Il est intéressant de lire ce que l’écrivain Amadou Hampate Ba écrit à propos de la nature double du caméléon :

"Comme tout symbole, celui-ci comporte une interprétation positive et une interprétation négative, en raison du dualisme inhérent à toute chose. Comme nous l’avons dit à l’occasion de la question n°1, de même que la journée est composée d’une face obscure (la nuit) et d’une face lumineuse (le jour), toute chose comporte deux aspects, l’un diurne et l’autre nocturne.

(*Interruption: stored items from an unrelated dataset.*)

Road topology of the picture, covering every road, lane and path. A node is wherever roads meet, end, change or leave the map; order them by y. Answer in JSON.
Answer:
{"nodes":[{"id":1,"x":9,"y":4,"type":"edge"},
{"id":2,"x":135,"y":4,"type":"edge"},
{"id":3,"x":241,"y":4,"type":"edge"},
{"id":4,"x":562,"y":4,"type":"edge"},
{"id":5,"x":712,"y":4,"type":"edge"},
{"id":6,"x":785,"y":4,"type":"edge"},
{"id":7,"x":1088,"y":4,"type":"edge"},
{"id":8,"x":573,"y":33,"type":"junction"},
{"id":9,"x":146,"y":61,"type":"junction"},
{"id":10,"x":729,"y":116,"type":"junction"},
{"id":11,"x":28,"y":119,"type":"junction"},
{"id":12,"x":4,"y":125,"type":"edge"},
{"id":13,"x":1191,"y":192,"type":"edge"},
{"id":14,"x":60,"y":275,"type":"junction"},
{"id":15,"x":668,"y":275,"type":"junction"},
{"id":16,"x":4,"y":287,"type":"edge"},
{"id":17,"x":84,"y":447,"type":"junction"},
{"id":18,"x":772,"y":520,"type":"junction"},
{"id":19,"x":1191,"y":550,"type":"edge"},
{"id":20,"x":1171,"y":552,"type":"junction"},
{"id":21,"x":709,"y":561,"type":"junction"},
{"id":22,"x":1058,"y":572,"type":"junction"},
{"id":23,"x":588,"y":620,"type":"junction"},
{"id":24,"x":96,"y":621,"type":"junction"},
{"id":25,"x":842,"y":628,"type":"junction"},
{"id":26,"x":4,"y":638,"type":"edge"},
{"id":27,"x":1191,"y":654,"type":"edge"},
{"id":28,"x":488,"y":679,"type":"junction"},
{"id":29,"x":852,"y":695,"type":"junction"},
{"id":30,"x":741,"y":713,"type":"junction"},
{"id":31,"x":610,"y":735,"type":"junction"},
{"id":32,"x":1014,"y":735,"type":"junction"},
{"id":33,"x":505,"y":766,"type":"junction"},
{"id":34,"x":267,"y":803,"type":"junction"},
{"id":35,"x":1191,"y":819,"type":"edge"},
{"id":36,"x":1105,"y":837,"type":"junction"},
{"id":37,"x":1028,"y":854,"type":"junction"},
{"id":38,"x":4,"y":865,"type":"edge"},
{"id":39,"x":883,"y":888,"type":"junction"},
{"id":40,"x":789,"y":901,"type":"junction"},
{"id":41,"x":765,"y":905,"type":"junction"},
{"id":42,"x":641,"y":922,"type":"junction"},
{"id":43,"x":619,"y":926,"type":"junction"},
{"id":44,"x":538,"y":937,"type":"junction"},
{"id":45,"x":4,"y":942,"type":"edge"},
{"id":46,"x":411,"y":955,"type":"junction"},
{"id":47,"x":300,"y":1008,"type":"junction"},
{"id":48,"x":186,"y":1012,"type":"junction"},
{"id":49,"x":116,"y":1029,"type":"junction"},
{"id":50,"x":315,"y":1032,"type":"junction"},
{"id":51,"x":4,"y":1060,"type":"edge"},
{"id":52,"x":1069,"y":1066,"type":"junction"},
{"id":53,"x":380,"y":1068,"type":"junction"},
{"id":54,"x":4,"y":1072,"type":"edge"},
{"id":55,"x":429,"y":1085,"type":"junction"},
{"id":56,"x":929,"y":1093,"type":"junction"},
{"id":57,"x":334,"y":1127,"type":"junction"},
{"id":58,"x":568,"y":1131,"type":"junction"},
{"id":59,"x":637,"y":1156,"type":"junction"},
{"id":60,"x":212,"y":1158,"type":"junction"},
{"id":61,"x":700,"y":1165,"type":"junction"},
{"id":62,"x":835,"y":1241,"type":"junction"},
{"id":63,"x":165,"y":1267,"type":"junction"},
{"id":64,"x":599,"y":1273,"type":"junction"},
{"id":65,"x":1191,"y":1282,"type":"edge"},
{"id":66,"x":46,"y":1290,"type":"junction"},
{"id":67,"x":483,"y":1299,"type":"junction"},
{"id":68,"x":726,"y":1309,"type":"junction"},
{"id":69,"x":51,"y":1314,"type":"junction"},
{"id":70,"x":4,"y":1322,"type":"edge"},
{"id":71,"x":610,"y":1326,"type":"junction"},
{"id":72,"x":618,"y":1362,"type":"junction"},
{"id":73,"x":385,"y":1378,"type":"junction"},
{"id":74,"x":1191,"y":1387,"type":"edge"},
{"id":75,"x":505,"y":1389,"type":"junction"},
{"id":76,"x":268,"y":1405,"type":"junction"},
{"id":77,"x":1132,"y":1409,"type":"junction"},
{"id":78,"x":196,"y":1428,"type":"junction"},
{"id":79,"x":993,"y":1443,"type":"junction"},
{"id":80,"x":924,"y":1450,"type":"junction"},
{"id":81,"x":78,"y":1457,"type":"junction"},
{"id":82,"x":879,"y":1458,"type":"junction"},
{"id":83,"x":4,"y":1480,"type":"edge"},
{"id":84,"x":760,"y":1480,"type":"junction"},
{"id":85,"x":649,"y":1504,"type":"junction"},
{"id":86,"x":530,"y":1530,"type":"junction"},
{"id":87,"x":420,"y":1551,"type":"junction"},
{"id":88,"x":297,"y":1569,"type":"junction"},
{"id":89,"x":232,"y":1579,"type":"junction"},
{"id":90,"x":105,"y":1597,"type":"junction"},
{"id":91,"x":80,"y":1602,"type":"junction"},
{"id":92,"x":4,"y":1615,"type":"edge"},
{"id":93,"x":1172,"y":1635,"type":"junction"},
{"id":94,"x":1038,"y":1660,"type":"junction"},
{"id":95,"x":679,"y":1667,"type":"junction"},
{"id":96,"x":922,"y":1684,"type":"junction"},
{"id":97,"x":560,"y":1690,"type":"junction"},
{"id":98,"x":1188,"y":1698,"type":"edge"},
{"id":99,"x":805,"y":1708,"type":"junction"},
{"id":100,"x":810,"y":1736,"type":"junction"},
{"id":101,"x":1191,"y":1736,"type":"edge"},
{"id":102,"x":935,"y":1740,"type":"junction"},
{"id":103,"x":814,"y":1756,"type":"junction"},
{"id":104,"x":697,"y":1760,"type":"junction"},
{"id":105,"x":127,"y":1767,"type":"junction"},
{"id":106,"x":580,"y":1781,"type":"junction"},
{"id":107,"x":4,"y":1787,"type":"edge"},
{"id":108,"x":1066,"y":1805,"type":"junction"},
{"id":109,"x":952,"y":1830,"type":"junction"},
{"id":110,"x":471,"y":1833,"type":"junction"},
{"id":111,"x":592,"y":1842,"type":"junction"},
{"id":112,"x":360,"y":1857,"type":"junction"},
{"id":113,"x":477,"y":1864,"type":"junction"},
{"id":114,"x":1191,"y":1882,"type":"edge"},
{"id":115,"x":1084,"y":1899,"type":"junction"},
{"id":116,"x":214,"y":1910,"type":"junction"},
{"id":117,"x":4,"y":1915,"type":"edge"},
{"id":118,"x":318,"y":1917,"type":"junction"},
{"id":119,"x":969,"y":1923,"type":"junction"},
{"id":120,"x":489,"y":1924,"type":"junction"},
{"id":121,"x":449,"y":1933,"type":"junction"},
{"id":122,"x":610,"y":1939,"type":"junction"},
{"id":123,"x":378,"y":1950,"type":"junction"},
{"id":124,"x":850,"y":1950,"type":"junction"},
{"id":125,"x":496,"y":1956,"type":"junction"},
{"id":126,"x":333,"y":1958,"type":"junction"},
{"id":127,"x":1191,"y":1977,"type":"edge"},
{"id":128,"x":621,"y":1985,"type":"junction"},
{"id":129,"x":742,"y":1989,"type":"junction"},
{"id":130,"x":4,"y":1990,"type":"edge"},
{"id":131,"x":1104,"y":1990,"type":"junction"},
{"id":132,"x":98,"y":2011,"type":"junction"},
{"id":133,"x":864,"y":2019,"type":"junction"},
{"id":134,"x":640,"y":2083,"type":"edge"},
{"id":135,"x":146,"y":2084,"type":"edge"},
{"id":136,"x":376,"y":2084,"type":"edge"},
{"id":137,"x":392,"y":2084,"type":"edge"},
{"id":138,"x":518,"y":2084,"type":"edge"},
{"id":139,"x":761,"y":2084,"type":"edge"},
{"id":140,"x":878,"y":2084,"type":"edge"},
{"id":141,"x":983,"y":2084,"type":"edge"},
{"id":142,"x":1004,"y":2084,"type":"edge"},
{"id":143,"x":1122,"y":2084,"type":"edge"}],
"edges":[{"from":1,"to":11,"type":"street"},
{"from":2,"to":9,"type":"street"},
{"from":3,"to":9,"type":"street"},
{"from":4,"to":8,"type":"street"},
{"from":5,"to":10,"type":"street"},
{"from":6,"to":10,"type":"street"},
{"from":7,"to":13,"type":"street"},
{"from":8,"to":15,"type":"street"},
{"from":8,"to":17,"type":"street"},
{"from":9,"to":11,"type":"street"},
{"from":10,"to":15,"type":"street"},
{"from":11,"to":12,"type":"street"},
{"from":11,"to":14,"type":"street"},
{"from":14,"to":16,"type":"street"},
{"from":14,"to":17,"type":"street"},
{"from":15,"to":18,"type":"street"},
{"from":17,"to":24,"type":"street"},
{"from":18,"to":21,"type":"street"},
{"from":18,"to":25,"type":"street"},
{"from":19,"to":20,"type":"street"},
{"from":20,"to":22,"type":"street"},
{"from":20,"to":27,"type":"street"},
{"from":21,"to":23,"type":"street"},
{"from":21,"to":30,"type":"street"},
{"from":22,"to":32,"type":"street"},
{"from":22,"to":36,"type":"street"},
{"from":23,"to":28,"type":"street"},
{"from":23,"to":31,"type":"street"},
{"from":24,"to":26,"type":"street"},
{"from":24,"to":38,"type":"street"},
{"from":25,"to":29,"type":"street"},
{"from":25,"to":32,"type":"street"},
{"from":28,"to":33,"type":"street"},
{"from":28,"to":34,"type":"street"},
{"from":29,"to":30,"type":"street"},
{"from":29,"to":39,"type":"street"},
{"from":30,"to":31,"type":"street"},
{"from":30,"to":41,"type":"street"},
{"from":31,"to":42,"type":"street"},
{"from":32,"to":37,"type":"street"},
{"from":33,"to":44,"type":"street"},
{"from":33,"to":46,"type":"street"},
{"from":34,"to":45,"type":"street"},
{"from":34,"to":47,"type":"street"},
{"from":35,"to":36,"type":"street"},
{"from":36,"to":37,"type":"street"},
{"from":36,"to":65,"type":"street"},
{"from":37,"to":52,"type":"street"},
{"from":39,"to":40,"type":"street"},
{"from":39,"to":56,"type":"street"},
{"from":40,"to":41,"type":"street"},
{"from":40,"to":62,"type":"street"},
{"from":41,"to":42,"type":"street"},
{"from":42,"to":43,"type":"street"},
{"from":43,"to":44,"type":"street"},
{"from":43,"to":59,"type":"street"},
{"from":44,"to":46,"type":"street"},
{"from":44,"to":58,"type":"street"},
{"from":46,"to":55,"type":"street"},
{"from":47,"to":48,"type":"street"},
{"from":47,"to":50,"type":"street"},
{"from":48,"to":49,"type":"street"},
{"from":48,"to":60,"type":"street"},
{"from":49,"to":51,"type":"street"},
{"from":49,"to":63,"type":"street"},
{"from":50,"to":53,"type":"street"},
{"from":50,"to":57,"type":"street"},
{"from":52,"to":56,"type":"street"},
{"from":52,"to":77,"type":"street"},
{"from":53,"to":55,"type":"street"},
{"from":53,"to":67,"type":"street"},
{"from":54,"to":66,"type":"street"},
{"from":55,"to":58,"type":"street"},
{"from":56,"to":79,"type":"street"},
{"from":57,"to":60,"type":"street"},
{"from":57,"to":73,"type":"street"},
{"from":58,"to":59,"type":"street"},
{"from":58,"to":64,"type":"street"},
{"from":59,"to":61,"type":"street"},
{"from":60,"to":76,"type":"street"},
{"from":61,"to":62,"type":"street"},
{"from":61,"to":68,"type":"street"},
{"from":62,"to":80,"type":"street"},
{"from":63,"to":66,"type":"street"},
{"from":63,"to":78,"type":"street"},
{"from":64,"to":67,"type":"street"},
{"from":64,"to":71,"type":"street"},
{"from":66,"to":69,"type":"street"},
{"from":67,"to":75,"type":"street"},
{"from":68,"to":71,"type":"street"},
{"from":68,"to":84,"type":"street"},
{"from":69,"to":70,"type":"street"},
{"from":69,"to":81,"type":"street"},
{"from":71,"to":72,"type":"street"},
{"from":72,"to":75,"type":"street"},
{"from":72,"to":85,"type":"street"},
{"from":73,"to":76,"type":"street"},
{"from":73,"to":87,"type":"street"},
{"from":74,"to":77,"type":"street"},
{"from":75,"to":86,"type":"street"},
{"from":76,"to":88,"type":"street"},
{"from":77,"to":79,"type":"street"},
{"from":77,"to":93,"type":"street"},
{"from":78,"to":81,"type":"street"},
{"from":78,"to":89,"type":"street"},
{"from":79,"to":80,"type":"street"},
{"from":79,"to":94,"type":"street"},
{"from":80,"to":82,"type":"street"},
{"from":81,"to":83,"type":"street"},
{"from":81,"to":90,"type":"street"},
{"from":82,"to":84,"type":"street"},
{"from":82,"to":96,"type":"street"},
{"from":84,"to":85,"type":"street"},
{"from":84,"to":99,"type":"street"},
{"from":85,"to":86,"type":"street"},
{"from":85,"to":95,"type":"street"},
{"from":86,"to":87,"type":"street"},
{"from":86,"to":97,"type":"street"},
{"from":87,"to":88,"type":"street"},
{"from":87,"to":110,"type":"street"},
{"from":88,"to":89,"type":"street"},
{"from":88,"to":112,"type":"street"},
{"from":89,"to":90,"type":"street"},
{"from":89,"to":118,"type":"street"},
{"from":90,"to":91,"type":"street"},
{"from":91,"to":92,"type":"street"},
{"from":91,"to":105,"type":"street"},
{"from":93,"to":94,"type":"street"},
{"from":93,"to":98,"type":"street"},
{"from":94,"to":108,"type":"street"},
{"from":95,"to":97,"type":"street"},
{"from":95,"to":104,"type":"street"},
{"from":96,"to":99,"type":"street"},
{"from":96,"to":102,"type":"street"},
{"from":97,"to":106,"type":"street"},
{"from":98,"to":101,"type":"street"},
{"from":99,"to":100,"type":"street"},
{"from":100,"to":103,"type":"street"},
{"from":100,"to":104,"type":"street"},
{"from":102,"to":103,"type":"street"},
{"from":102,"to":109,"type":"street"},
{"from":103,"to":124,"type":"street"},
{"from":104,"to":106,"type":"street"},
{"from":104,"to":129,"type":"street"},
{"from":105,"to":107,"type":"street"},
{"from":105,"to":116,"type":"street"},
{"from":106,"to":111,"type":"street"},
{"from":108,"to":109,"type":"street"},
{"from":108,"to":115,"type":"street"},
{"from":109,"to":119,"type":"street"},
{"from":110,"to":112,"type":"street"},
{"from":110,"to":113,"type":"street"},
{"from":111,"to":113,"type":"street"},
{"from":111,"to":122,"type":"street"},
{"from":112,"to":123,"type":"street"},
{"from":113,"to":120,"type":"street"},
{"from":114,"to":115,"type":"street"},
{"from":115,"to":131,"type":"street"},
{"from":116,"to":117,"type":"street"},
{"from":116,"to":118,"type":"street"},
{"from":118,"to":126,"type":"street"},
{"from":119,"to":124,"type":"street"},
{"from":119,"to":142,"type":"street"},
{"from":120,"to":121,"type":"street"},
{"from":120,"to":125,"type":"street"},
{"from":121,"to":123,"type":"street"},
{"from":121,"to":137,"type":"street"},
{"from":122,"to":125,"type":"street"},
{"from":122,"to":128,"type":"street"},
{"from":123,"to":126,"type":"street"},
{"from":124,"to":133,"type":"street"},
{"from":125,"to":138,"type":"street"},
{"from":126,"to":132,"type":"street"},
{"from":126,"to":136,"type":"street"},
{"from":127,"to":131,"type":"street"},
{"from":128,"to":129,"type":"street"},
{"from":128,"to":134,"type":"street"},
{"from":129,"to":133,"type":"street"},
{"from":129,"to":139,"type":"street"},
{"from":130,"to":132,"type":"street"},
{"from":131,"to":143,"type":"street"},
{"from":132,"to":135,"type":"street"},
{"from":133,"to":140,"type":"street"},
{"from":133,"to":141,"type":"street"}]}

Dans son aspect faste, ou diurne, le caméléon représente un être extrêmement prudent et avisé, adroit, et dont l’idéal reste fermement fixé. En effet, le caméléon ne tourne jamais sa tête à droite ou à gauche. Personne ne peut le faire dévier de la direction qu’il a prise. Seuls ses yeux tournent pour regarder autour de lui. Les yeux représentent ici les moyens qui lui permettent, sans perdre son but, d’examiner les conditions environnantes. En outre, dans l’intérêt de son évolution, il prend la couleur de l’ambiance, c’est à dire qu’il s’adapte aux conditions de l’endroit qu’il traverse, de manière à ne pas heurter. Il s’agit là non d’hypocrisie, mais de sage prudence (...) Dans son aspect nocturne, ou négatif (il s’agit du défaut de la qualité...), le caméléon symbolisera l’hypocrisie, le retard, l’apathie et l’entêtement, tandis que ses yeux se tournant dans toutes les direction symboliseront l’indiscrétion "

(Extrait de "Aspects de la civilisation africaine", Amadou Hampaté Ba, 1972, pp.40-42)

Il reste bien évident qu’il faut aussi entendre par "masque", le terme tel que l’emploient alors les Bambara, qui englobe et l’objet qui masque le visage et le costume qui recouvre le danseur de pied en cape.